Ontario AG announces free counselling program for jurors
Criminal lawyer Kathryn Wells calls the program 'a very good step to recognizing what people participating in the administration of justice go through.'

Yasir Naqvi revealed the new Juror Support Program yesterday afternoon at the John Sopinka Courthouse in Hamilton, Ont. He said jurors play an integral role in the justice system and their communities, and that while it can be rewarding, “serving on a jury is not an easy job by any measure.

“Sometimes, evidence and testimony they have to consider can be graphic and deal with very violent crimes,” he said, adding that exposure to such material can have a lasting traumatic effect that impacts their daily lives and mental health.

“They very much deserve the support for the work they do,” he added.

All jurors will be given a brochure after their trial is done to walk them through the program.

Also present for the unveiling of the program was Mark Farrant, a juror support activist who suffered from PTSD after serving as foreman on the jury of a disturbing 2014 case in Toronto. Naqvi, when new to his role as attorney general, saw Farrant on the news and heard his story of the aftermath of his jury duty.

“It moved me,” Naqvi said. “I contacted my staff to ask for what supports were there for jurors. People like Mark, who have done their duty and then came forward and talked about challenges they face, that’s why we’re here today.”

Naqvi said people are now “far more understanding and thoughtful and sophisticated about talking about mental health challenges.”

Farrant says he saw a gap — and experienced a gap — that impacted him dramatically. He started advocating for more support because he “just didn’t want this happening to somebody else.” He’s talked to jurors from coast to coast and has identified a need not only in Ontario but nationally.

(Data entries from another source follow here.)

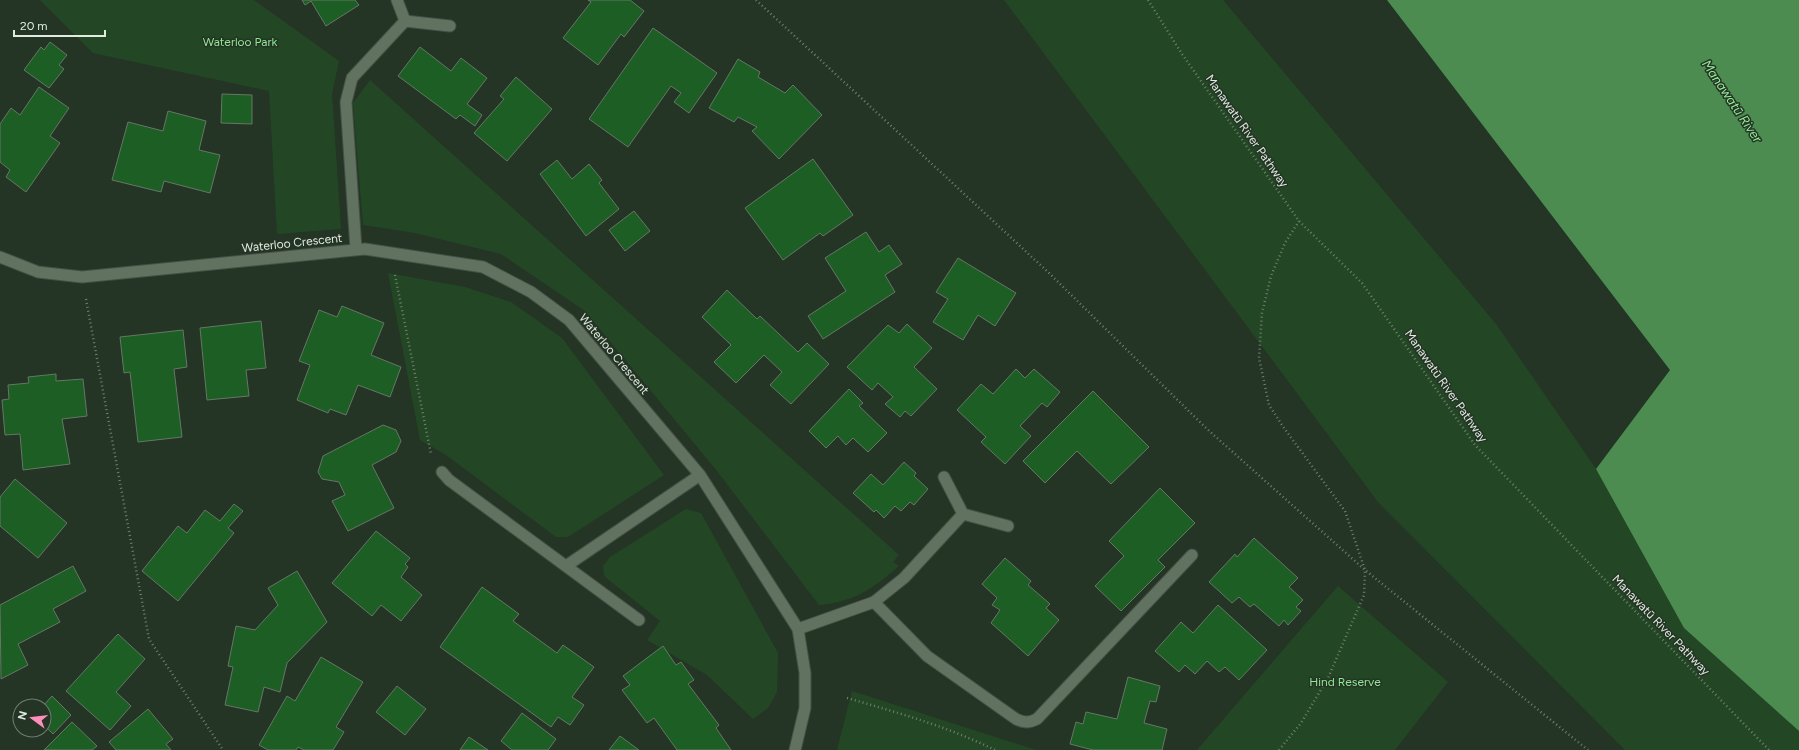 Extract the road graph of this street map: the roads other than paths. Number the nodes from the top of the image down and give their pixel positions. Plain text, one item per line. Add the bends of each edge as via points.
1 (398, 0) edge
2 (405, 21) junction
3 (450, 26) dead end
4 (356, 249) junction
5 (0, 257) edge
6 (442, 472) dead end
7 (700, 475) junction
8 (944, 477) dead end
9 (963, 514) junction
10 (1008, 526) dead end
11 (1192, 555) dead end
12 (566, 566) junction
13 (874, 602) junction
14 (639, 620) dead end
15 (798, 629) junction
16 (795, 750) edge

1 - 2 street
2 - 3 street
2 - 4 street via 352,78 346,102
4 - 5 street, Waterloo Crescent via 82,276 38,272
4 - 7 street, Waterloo Crescent via 483,267 531,292 569,320
6 - 12 street via 449,480
7 - 12 street
7 - 15 street, Waterloo Crescent
8 - 9 street
9 - 10 street
9 - 13 street via 904,578
11 - 13 street via 1037,719 1030,722 1016,719 927,656
12 - 14 street
13 - 15 street
15 - 16 street, Waterloo Crescent via 805,673 804,708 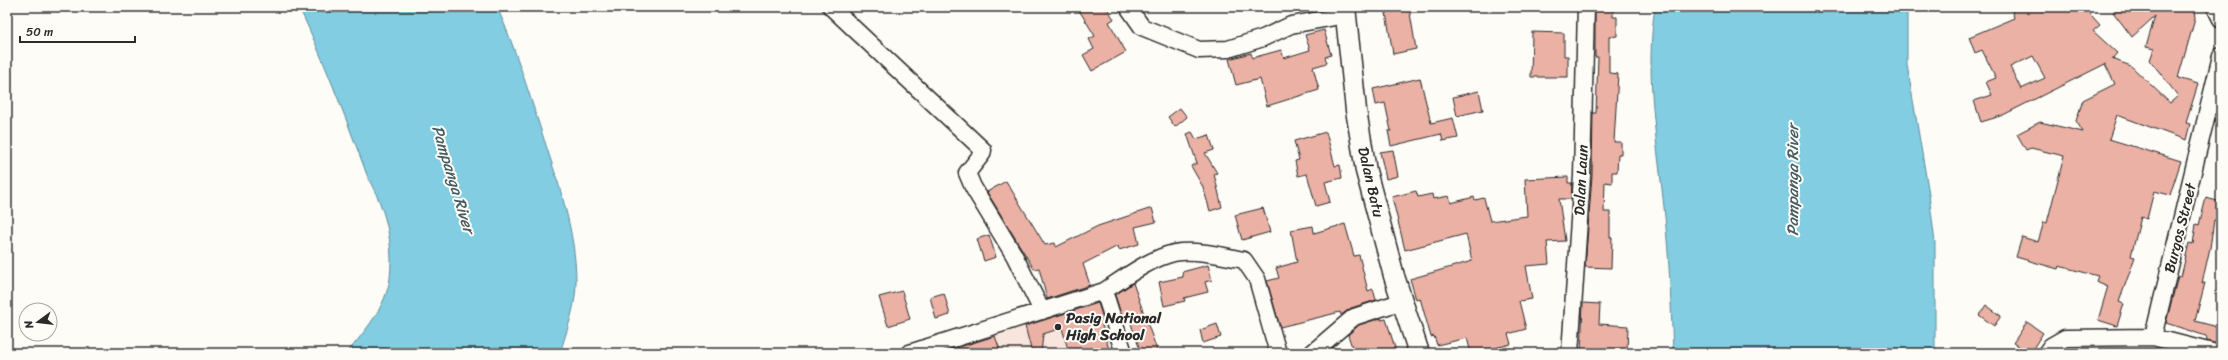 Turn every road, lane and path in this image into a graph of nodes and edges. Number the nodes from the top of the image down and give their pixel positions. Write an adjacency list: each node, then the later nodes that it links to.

“Even the provinces that purport to have a program in place — they all need to be dusted off and re-evaluated,” he says.

Kathryn Wells, a lawyer with Wells Criminal Law in Toronto, says she thinks the news is fabulous and “a very good step to recognizing what people participating in the administration of justice go through.

“I can’t tell you how many times I’ve done jury trials and seen jurors in tears,” she says. “I think it’s a very, very enormous task for a person to sit in judgment of someone else even without really disturbing evidence. It’s a big job. But then if you impose [upon them] cases where the subject matter is really traumatizing, there’s no question that there’s going to be an impact for some people.”

In response to an audience member’s questions, Naqvi said Hamilton was chosen in part because of the Tim Bosma case, one of the biggest trials in the city’s history. Dellen Millard and Mark Smich were found guilty of first-degree murder in the death of Bosma, a 32-year-old father who disappeared after leaving with the two men to test drive a truck he was trying to sell. The court established that Bosma was shot in his truck by the men and his body was incinerated at Millard’s family farm.

“Hamilton has seen some difficult cases — the Bosma trial is a very good example — so we felt it was appropriate we came to Hamilton to talk about the program and make sure the jurors that were involved in that trial would hear,” Naqvi said.

The program offers up to eight one-hour counselling sessions — four being offered initially, and an additional four if the juror feels they need it — with no out-of-pocket expenses.

Wells says eight sessions sounds “really substantial” considering that the majority of the population doesn’t have benefits, but Farrant says there needs to be a mechanism in place to handle the people who need more help than a pre-determined amount of counselling can provide.

“I fully support the program — it’s the right program, it’s the right approach,” he says. “We just have to ensure that there’s flexibility in the program.”

Farrant says he met with the attorney general and his staff privately to discuss the program, and he brought up his concerns.

“They need a baseline, and they have that baseline, and they’re very cognizant that there will be cases that have to be addressed outside how the program is framed,” he says.

He adds that any additional services beyond the eight sessions have to be offered at no cost as well, as OHIP doesn’t cover the cost of counselling.

Naqvi said during his speech “this is just the beginning” and there will be ongoing assessment and evaluation of the program as it gains momentum. He also said he was comfortable that the cost of the program would be absorbed into the existing ministry budget, with a better idea after intake numbers are established.

“I’m always available for them to bounce ideas off me, and they have done that, and I’m grateful for that,” Farrant says. “I’ve been pretty open and honest along the way. I’m looking forward to working with them on this and being there, in whatever form they require.”

The government hired a third party, Morneau Shepell, to provide the service and ensure confidentiality. Former jurors can call the support line at 1-844-JUROR-ON or visit the program’s website for more information.

When requesting counselling, jurors will need to provide the location of the court where they served on the jury, the dates the trial ran and name of the case. The next step is matching the juror with a qualified counsellor in the area. Jurors can choose to receive counselling over the phone, via email or by videoconference.